[Collected data entries]
┌──
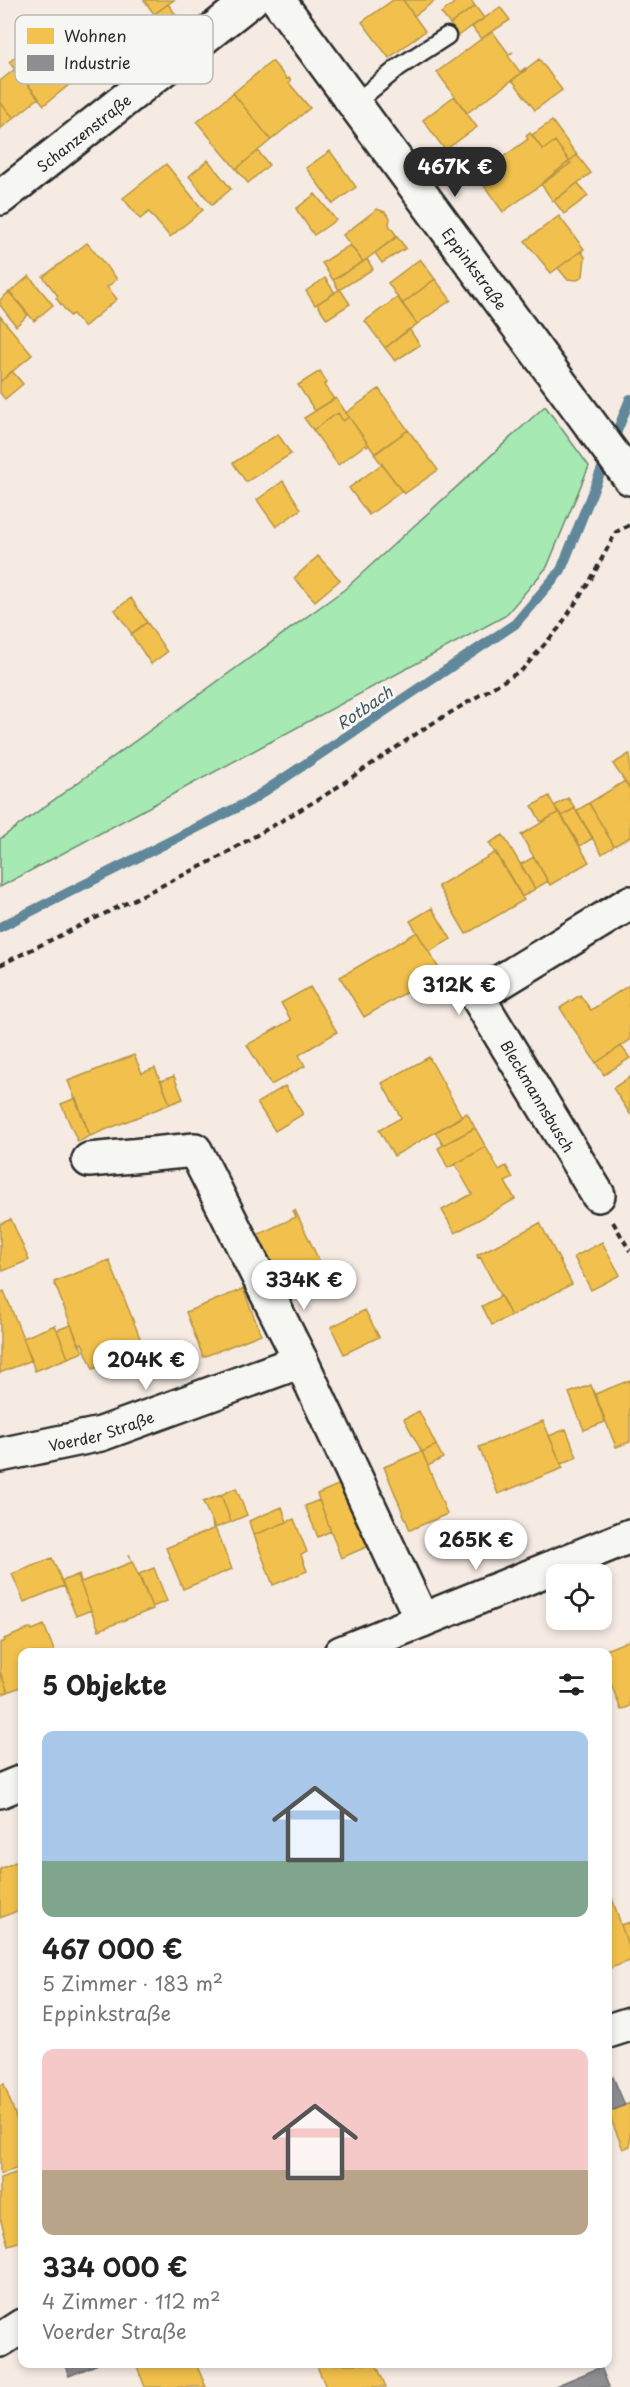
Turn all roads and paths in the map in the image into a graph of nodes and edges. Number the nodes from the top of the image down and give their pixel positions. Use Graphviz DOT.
graph roads {
  1 [pos="251,0"];
  2 [pos="278,0"];
  3 [pos="213,30"];
  4 [pos="447,36"];
  5 [pos="145,84"];
  6 [pos="354,104"];
  7 [pos="0,198"];
  8 [pos="630,478"];
  9 [pos="630,525"];
  10 [pos="630,903"];
  11 [pos="0,965"];
  12 [pos="89,1160"];
  13 [pos="598,1195"];
  14 [pos="301,1362"];
  15 [pos="0,1455"];
  16 [pos="630,1536"];
  17 [pos="422,1620"];
  18 [pos="353,1648"];
  19 [pos="18,1784"];
  20 [pos="0,1791"];
  21 [pos="630,2024"];
  22 [pos="612,2030"];
  23 [pos="18,2329"];
  24 [pos="0,2340"];
  1 -- 3 [label="street, Schanzenstraße"];
  2 -- 6 [label="street, Eppinkstraße"];
  4 -- 6 [label="lane"];
  5 -- 7 [label="street, Schanzenstraße"];
  6 -- 8 [label="street, Eppinkstraße"];
  9 -- 11 [label="path"];
  10 -- 13 [label="street, Bleckmannsbusch"];
  12 -- 14 [label="street"];
  14 -- 15 [label="street, Voerder Straße"];
  14 -- 17 [label="street"];
  16 -- 17 [label="street"];
  17 -- 18 [label="street"];
  19 -- 20 [label="street"];
  21 -- 22 [label="street"];
  23 -- 24 [label="street"];
}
└──
EXERCISE PROMPT: Could you return all the entries exactly as they appear, minus the pictures?

WRITTEN SOLUTION:
Turn all roads and paths in the map in the image into a graph of nodes and edges. Number the nodes from the top of the image down and give their pixel positions. Use Graphviz DOT.
graph roads {
  1 [pos="251,0"];
  2 [pos="278,0"];
  3 [pos="213,30"];
  4 [pos="447,36"];
  5 [pos="145,84"];
  6 [pos="354,104"];
  7 [pos="0,198"];
  8 [pos="630,478"];
  9 [pos="630,525"];
  10 [pos="630,903"];
  11 [pos="0,965"];
  12 [pos="89,1160"];
  13 [pos="598,1195"];
  14 [pos="301,1362"];
  15 [pos="0,1455"];
  16 [pos="630,1536"];
  17 [pos="422,1620"];
  18 [pos="353,1648"];
  19 [pos="18,1784"];
  20 [pos="0,1791"];
  21 [pos="630,2024"];
  22 [pos="612,2030"];
  23 [pos="18,2329"];
  24 [pos="0,2340"];
  1 -- 3 [label="street, Schanzenstraße"];
  2 -- 6 [label="street, Eppinkstraße"];
  4 -- 6 [label="lane"];
  5 -- 7 [label="street, Schanzenstraße"];
  6 -- 8 [label="street, Eppinkstraße"];
  9 -- 11 [label="path"];
  10 -- 13 [label="street, Bleckmannsbusch"];
  12 -- 14 [label="street"];
  14 -- 15 [label="street, Voerder Straße"];
  14 -- 17 [label="street"];
  16 -- 17 [label="street"];
  17 -- 18 [label="street"];
  19 -- 20 [label="street"];
  21 -- 22 [label="street"];
  23 -- 24 [label="street"];
}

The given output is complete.